City Backs Off Low/Moderate Housing Negotiation Plan

After receiving numerous comments from residents near the former church/YAC at 186 W. Highland that indicated that they were uncomfortable with the speed at which the City has seemingly accelerated the process to construct low to moderate housing at the site, the City Council decided not to allow staff to enter into negotiations with Heritage Housing Partners, instead appointing Council Members MaryAnn MacGillivray and Josh Moran to meet with neighbors to discuss why the site was headed in that direction and to request input as to what the neighbors would like to see happen with the site.
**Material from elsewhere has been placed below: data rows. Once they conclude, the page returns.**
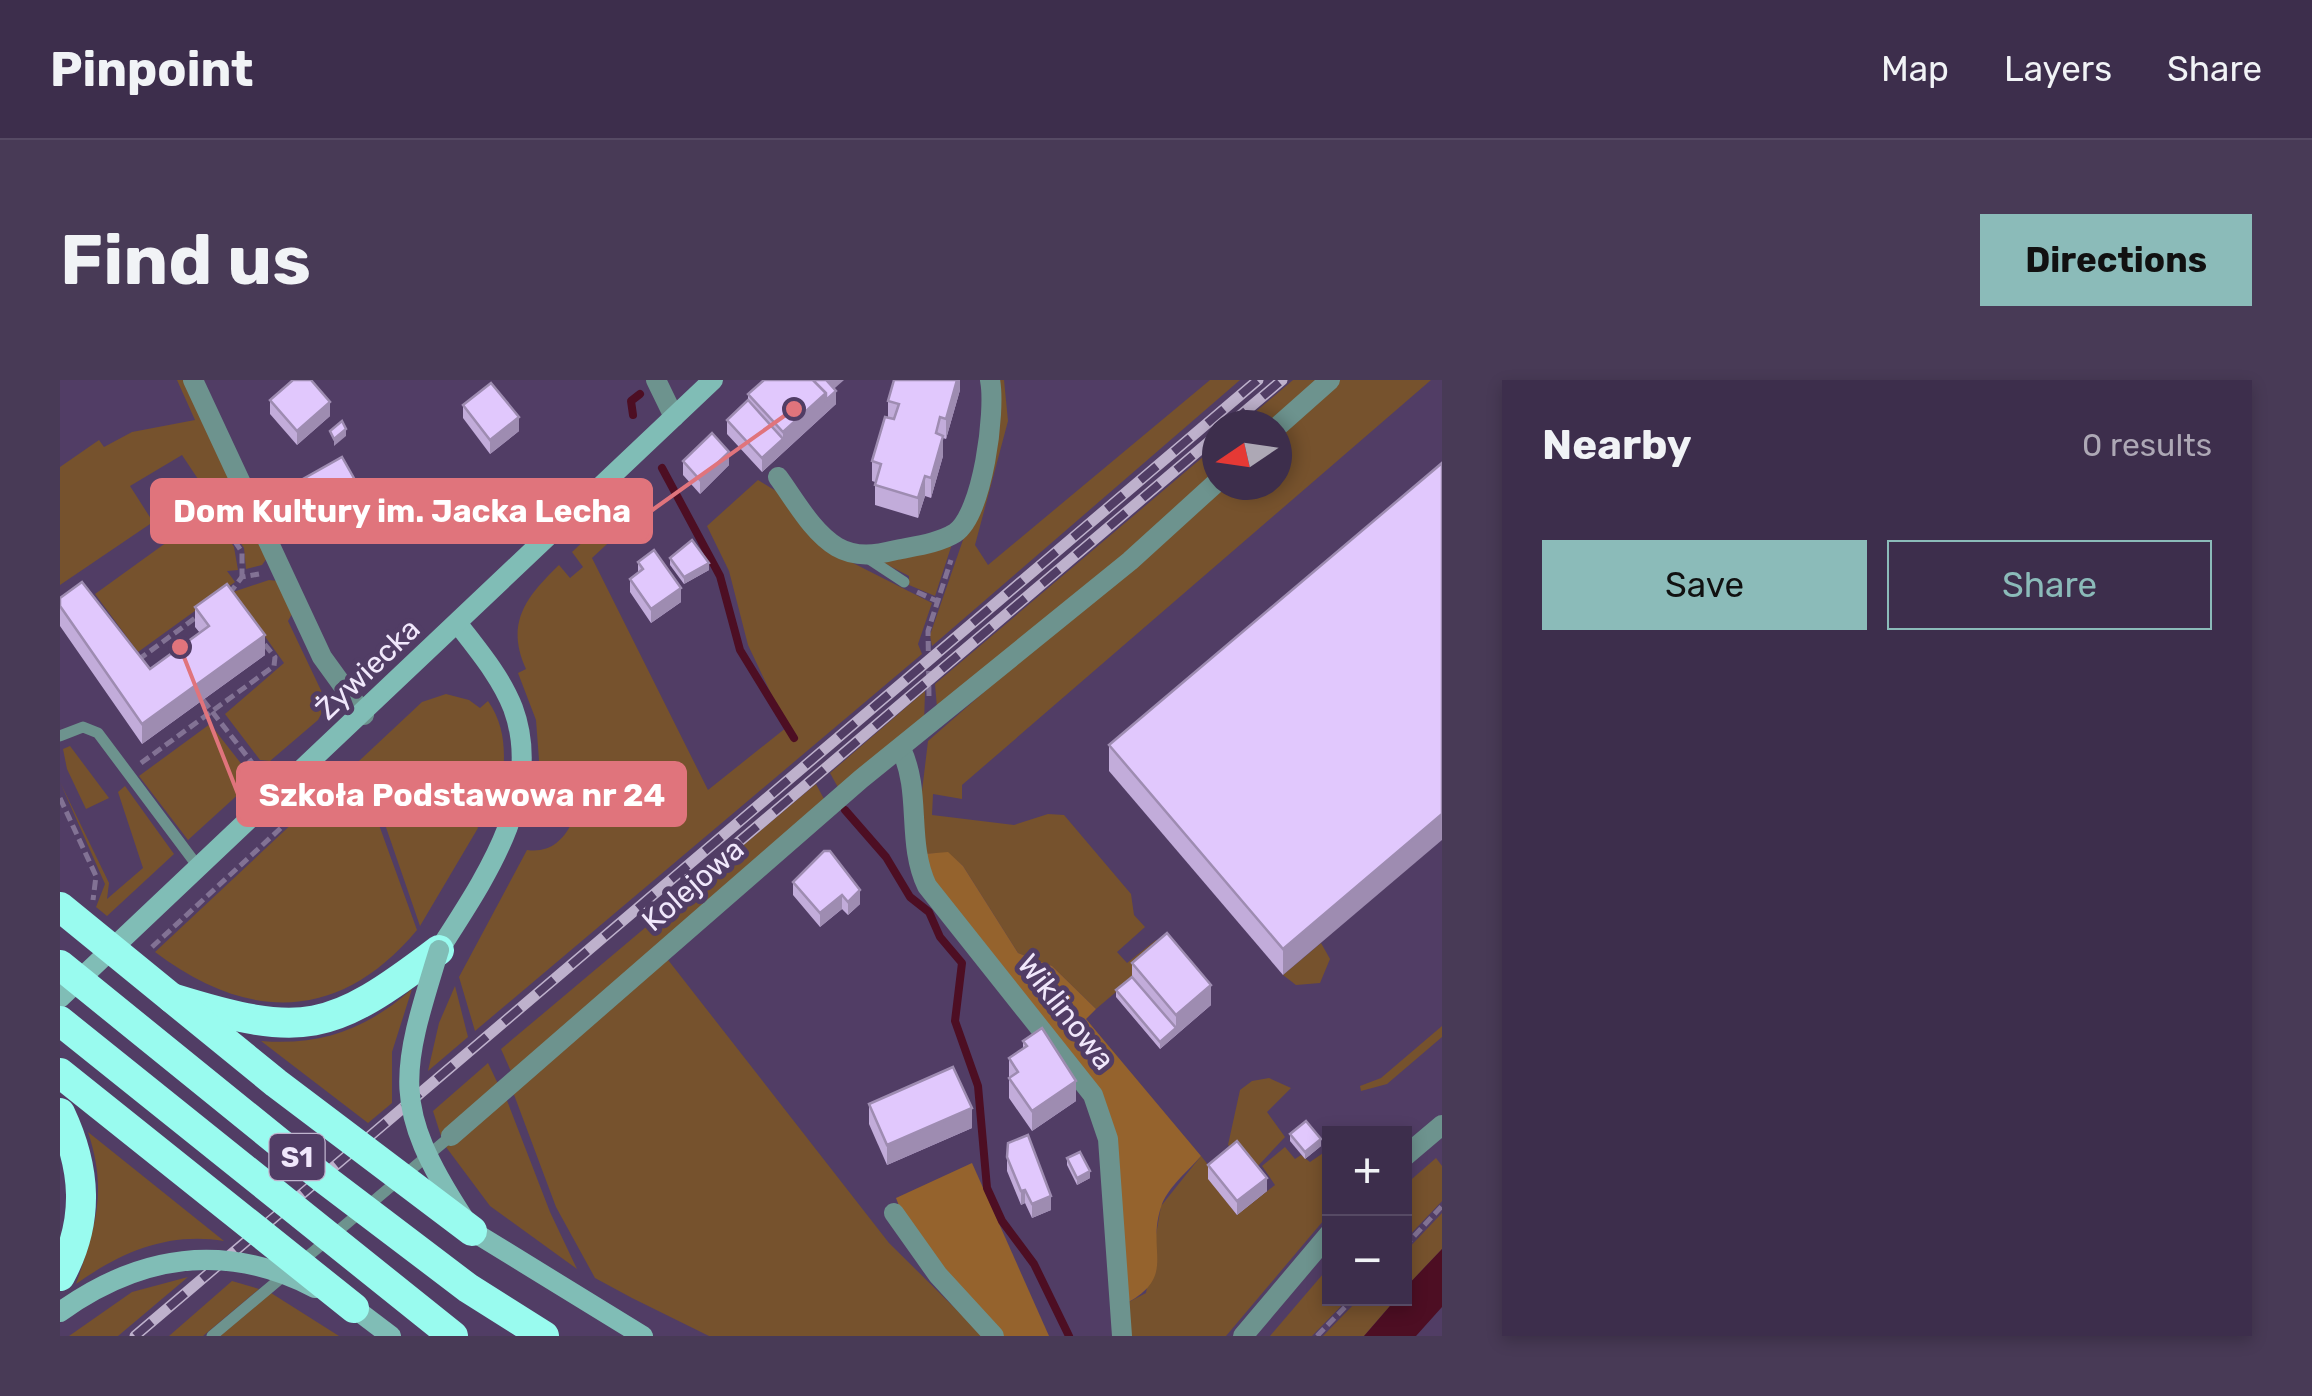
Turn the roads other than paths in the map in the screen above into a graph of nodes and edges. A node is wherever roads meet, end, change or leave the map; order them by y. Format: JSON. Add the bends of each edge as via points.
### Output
{"nodes":[{"id":1,"x":193,"y":380,"type":"edge"},
{"id":2,"x":656,"y":380,"type":"edge"},
{"id":3,"x":713,"y":380,"type":"edge"},
{"id":4,"x":990,"y":380,"type":"edge"},
{"id":5,"x":1330,"y":380,"type":"edge"},
{"id":6,"x":1292,"y":414,"type":"edge"},
{"id":7,"x":674,"y":417,"type":"junction"},
{"id":8,"x":778,"y":477,"type":"dead end"},
{"id":9,"x":1202,"y":496,"type":"edge"},
{"id":10,"x":864,"y":555,"type":"junction"},
{"id":11,"x":904,"y":582,"type":"dead end"},
{"id":12,"x":458,"y":624,"type":"junction"},
{"id":13,"x":364,"y":715,"type":"junction"},
{"id":14,"x":60,"y":736,"type":"edge"},
{"id":15,"x":902,"y":749,"type":"junction"},
{"id":16,"x":200,"y":869,"type":"junction"},
{"id":17,"x":74,"y":910,"type":"edge"},
{"id":18,"x":439,"y":950,"type":"junction"},
{"id":19,"x":60,"y":965,"type":"edge"},
{"id":20,"x":168,"y":997,"type":"junction"},
{"id":21,"x":60,"y":998,"type":"edge"},
{"id":22,"x":60,"y":1021,"type":"edge"},
{"id":23,"x":60,"y":1073,"type":"edge"},
{"id":24,"x":60,"y":1113,"type":"edge"},
{"id":25,"x":1442,"y":1125,"type":"edge"},
{"id":26,"x":451,"y":1136,"type":"joint"},
{"id":27,"x":1412,"y":1150,"type":"edge"},
{"id":28,"x":894,"y":1213,"type":"dead end"},
{"id":29,"x":472,"y":1231,"type":"junction"},
{"id":30,"x":1322,"y":1243,"type":"edge"},
{"id":31,"x":60,"y":1276,"type":"edge"},
{"id":32,"x":354,"y":1308,"type":"junction"},
{"id":33,"x":60,"y":1312,"type":"edge"},
{"id":34,"x":212,"y":1336,"type":"edge"},
{"id":35,"x":391,"y":1336,"type":"edge"},
{"id":36,"x":453,"y":1336,"type":"edge"},
{"id":37,"x":544,"y":1336,"type":"edge"},
{"id":38,"x":643,"y":1336,"type":"edge"},
{"id":39,"x":994,"y":1336,"type":"edge"},
{"id":40,"x":1122,"y":1336,"type":"edge"},
{"id":41,"x":1243,"y":1336,"type":"edge"}],
"edges":[{"from":1,"to":13,"type":"street","via":[[322,658]]},
{"from":2,"to":7,"type":"street"},
{"from":3,"to":7,"type":"main road","name":"Żywiecka"},
{"from":4,"to":10,"type":"street","via":[[992,414],[969,514],[954,533]]},
{"from":5,"to":6,"type":"street"},
{"from":7,"to":12,"type":"main road","name":"Żywiecka"},
{"from":8,"to":10,"type":"street","via":[[828,541]]},
{"from":9,"to":15,"type":"street","name":"Kolejowa"},
{"from":10,"to":11,"type":"lane"},
{"from":12,"to":13,"type":"main road","name":"Żywiecka"},
{"from":12,"to":18,"type":"main road","via":[[512,704],[522,753],[520,789],[494,855]]},
{"from":13,"to":16,"type":"main road","name":"Żywiecka"},
{"from":14,"to":16,"type":"lane","via":[[91,728]]},
{"from":15,"to":26,"type":"street","name":"Kolejowa"},
{"from":15,"to":40,"type":"street","name":"Wiklinowa","via":[[916,857],[927,886],[1081,1074],[1102,1117]]},
{"from":16,"to":21,"type":"main road","name":"Żywiecka"},
{"from":17,"to":20,"type":"highway","bridge":true},
{"from":18,"to":20,"type":"highway","bridge":true,"via":[[372,1000],[309,1024],[255,1022]]},
{"from":18,"to":29,"type":"main road","bridge":true,"via":[[411,1040],[409,1109],[426,1156]]},
{"from":19,"to":37,"type":"highway","number":"S1","bridge":true,"via":[[337,1189]]},
{"from":20,"to":29,"type":"highway","bridge":true},
{"from":22,"to":36,"type":"highway","number":"S1","bridge":true},
{"from":23,"to":32,"type":"highway","bridge":true},
{"from":24,"to":31,"type":"highway","via":[[82,1171],[76,1238]]},
{"from":25,"to":27,"type":"street"},
{"from":26,"to":34,"type":"lane","name":"Kolejowa"},
{"from":28,"to":39,"type":"street"},
{"from":29,"to":38,"type":"main road"},
{"from":30,"to":41,"type":"street"},
{"from":32,"to":33,"type":"main road","bridge":true,"via":[[264,1266],[204,1257],[126,1274]]},
{"from":32,"to":35,"type":"main road"}]}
The property was acquired by the City more than a decade ago using CRA funds and designated for low and moderate housing.  During the development of the recent Housing Element (part of the General Plan), it was reiterated that the site was designated for low to moderate income housing, to help the City comply with state designated Regional Housing Needs Assessment (RHNA) requirements for that type of housing.  Nothing has been done with the property, though for a while, the City’s Youth Activity Center was located there.  Recently, the Community Redevelopment Agency (CRA) adopted a 5-year plan that called for expanding, improving and preserving the City’s supply of housing affordable to persons and families with low and moderate incomes.  In addition, the Governor’s proposed budget calls for abolishing the CRA, eliminating the possibility of using CRA funds to develop the property.  These two occurances have led to the City accelerating the process of converting the property.  And, as Mayor Mosca informed the residents, because the land was acquired with CRA funds and designated for low to moderate housing, the only way to avoid that is to have the City acquire the property from the CRA funds using General Fund money, and the City doesn’t have enough General Fund money to make that happen. 
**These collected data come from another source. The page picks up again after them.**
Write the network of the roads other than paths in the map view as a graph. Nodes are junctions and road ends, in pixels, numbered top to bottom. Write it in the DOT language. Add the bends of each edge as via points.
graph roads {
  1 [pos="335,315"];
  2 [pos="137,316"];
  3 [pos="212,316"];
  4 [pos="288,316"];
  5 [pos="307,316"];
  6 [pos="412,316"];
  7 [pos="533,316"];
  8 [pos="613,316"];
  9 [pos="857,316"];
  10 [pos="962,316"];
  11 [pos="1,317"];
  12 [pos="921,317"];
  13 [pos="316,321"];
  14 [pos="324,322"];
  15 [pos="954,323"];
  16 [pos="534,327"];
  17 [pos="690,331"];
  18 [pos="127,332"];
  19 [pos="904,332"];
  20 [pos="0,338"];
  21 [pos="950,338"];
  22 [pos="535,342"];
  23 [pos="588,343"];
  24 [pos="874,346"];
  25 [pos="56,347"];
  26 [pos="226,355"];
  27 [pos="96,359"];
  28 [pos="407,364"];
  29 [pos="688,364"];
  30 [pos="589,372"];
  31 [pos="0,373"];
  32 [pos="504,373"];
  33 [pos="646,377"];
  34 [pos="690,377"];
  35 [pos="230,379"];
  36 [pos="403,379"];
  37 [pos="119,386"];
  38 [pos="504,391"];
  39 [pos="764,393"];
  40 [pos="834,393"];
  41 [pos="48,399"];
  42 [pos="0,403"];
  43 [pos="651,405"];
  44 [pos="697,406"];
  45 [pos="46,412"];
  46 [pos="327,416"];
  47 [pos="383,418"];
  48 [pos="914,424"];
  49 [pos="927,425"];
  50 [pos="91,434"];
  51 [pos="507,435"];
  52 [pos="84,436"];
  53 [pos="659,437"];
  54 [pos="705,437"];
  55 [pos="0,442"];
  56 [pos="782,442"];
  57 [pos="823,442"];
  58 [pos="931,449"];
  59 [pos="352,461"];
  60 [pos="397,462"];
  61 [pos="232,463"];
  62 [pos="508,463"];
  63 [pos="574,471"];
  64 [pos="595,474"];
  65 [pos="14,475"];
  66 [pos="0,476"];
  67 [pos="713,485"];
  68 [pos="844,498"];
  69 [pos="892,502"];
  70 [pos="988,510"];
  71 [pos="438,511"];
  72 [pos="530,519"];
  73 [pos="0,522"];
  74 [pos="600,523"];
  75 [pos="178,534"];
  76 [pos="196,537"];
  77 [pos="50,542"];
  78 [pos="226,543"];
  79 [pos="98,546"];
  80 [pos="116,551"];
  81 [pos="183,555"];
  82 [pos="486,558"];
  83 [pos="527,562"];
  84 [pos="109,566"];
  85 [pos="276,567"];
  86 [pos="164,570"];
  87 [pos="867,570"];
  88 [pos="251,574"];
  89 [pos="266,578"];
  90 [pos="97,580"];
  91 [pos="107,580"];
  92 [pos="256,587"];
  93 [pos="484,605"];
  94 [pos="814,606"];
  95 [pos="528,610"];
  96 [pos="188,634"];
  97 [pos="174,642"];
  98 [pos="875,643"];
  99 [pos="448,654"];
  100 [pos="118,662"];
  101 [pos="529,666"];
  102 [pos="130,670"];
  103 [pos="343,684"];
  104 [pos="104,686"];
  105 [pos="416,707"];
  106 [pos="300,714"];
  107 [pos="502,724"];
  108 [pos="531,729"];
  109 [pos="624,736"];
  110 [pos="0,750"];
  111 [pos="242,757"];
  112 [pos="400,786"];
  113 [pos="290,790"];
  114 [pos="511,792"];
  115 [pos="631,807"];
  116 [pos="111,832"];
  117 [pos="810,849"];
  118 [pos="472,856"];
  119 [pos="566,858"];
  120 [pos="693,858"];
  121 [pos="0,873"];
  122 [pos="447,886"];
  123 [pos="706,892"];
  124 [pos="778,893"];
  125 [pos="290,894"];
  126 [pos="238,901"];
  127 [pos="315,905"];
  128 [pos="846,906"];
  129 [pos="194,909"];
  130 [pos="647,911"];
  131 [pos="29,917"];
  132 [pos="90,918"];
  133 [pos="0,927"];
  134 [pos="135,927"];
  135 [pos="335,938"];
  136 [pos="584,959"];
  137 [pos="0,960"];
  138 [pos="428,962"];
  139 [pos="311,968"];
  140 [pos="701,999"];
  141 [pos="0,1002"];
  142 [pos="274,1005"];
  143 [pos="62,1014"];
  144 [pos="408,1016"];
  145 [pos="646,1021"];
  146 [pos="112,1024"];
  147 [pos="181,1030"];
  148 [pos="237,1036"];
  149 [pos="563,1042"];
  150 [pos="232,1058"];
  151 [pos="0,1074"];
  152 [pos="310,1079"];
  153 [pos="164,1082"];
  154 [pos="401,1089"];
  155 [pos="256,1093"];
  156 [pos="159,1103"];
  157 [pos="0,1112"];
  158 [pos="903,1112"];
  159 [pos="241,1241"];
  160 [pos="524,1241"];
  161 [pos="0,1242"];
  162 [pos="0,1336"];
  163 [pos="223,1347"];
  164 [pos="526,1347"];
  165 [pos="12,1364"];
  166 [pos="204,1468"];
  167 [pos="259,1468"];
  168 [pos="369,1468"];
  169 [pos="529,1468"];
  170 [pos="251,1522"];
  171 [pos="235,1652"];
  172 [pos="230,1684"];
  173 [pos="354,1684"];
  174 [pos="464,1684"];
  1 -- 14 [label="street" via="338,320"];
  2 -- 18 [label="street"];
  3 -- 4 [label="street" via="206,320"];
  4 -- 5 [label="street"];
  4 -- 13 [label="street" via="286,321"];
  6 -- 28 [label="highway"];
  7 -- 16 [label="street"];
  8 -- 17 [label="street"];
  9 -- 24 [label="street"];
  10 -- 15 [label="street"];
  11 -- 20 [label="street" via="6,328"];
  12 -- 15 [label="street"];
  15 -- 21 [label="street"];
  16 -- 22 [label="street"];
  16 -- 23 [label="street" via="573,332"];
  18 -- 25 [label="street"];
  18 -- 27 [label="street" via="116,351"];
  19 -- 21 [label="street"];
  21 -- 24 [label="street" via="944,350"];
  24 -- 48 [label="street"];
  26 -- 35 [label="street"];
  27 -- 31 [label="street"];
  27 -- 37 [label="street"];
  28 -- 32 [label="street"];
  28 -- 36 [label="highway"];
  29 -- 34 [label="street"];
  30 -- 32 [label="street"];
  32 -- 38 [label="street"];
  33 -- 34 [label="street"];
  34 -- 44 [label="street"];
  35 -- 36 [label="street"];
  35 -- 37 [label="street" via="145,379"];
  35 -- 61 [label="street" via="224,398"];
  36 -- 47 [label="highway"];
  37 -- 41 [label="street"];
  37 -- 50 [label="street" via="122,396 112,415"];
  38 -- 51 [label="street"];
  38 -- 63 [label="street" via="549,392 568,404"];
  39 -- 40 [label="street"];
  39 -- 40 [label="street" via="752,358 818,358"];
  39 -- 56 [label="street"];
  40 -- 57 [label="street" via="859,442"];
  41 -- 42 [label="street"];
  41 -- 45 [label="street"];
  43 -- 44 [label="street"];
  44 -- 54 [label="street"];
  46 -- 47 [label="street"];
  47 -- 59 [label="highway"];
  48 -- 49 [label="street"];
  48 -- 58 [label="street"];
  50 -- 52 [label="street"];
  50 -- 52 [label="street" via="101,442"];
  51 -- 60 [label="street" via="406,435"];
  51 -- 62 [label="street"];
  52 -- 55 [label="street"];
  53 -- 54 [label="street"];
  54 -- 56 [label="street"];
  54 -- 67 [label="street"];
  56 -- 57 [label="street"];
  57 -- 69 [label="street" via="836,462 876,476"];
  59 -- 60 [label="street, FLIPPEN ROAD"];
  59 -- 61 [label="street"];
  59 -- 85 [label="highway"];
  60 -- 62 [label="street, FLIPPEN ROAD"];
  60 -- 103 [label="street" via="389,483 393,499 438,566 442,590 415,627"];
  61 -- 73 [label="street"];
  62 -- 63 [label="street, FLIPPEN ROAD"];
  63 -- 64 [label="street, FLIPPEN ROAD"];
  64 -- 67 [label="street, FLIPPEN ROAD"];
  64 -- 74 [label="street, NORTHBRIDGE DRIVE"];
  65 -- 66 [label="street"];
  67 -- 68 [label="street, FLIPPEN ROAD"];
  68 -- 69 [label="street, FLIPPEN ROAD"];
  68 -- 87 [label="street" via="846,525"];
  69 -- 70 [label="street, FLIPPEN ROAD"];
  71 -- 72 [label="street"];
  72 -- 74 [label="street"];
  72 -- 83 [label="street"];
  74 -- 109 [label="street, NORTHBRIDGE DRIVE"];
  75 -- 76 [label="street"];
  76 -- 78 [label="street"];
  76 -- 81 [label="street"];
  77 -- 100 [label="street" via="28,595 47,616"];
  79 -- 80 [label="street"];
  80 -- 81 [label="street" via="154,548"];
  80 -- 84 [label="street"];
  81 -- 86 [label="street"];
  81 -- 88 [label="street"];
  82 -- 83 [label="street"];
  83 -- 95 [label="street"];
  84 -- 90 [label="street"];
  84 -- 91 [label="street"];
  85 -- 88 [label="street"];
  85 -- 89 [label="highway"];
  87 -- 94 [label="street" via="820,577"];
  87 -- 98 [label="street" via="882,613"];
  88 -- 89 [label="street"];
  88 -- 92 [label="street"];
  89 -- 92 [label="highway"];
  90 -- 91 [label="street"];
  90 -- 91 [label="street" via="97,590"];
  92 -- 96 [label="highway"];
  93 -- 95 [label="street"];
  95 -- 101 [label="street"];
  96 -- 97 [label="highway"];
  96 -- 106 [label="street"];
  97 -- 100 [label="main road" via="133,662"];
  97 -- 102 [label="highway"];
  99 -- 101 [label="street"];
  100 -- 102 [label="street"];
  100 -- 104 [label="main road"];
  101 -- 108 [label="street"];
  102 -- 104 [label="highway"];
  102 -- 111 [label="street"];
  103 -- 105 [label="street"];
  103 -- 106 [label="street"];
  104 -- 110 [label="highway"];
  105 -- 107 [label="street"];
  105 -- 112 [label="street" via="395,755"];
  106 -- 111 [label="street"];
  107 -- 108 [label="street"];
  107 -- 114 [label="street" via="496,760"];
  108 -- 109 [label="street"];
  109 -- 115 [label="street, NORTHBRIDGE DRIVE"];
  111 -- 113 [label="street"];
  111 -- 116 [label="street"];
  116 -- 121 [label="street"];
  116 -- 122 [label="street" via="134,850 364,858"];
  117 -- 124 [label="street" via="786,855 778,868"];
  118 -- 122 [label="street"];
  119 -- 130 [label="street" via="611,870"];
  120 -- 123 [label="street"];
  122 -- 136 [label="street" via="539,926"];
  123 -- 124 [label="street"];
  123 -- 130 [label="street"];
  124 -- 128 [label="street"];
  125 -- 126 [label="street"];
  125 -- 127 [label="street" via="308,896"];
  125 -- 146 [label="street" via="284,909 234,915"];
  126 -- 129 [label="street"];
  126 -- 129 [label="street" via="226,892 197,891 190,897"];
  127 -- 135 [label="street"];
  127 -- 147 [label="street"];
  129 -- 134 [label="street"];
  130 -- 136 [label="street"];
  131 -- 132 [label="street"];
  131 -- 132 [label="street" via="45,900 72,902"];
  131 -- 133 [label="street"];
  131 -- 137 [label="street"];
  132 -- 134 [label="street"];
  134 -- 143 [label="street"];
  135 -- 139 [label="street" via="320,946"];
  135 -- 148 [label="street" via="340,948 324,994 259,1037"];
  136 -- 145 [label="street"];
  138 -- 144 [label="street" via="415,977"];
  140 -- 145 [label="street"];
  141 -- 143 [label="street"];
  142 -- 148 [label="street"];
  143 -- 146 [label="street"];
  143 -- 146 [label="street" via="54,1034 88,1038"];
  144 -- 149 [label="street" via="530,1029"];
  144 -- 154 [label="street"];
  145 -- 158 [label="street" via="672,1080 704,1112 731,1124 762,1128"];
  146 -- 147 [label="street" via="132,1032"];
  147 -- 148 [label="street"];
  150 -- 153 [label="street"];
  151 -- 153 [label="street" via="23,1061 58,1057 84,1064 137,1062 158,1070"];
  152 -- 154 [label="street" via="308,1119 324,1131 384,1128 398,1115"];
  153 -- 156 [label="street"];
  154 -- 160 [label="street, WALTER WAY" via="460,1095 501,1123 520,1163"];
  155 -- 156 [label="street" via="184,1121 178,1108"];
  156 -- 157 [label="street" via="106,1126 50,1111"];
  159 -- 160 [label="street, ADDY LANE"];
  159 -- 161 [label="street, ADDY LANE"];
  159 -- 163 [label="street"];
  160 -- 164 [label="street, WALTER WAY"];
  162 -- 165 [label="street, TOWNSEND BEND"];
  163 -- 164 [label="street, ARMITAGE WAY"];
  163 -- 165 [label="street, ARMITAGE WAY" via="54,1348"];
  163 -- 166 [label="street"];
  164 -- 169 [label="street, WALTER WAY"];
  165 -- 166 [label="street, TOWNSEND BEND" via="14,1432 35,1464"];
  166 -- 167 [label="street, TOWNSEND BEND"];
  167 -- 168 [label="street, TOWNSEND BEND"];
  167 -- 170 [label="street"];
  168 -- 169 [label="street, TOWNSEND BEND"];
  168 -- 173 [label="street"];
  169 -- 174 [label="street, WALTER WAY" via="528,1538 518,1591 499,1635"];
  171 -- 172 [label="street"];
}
At a recent Council meeting, the Council appropriated $25,000 for the retention of a consultant to assist with the development and evaluation of Request for Proposals for the development of the property.  By entering into negotiations with Heritage Housing Partners, staff was hoping to save that $25,000 for the CRA.  However, the outcry from the site’s neighbors caused Council to delay entering into negotiations until outreach with the community has been explored further.

Comments (1)

 

  1. Sissy says:

    I know Sierra Madre moves at a slow pace, but isn’t 10 years an awfully long time? How can they state that the council is moving too fast? These vacant buildings are an eyesore, they bring down property values and raise crime rates. If we were given CRA funds to provide low/moderate housing, that’s what has to be done with those funds. I understand that Heritage Housing Partners has a great reputation for keeping the historical look and feel of a structure. Have you seen their web site? Check it out folks and let’s get on with this already.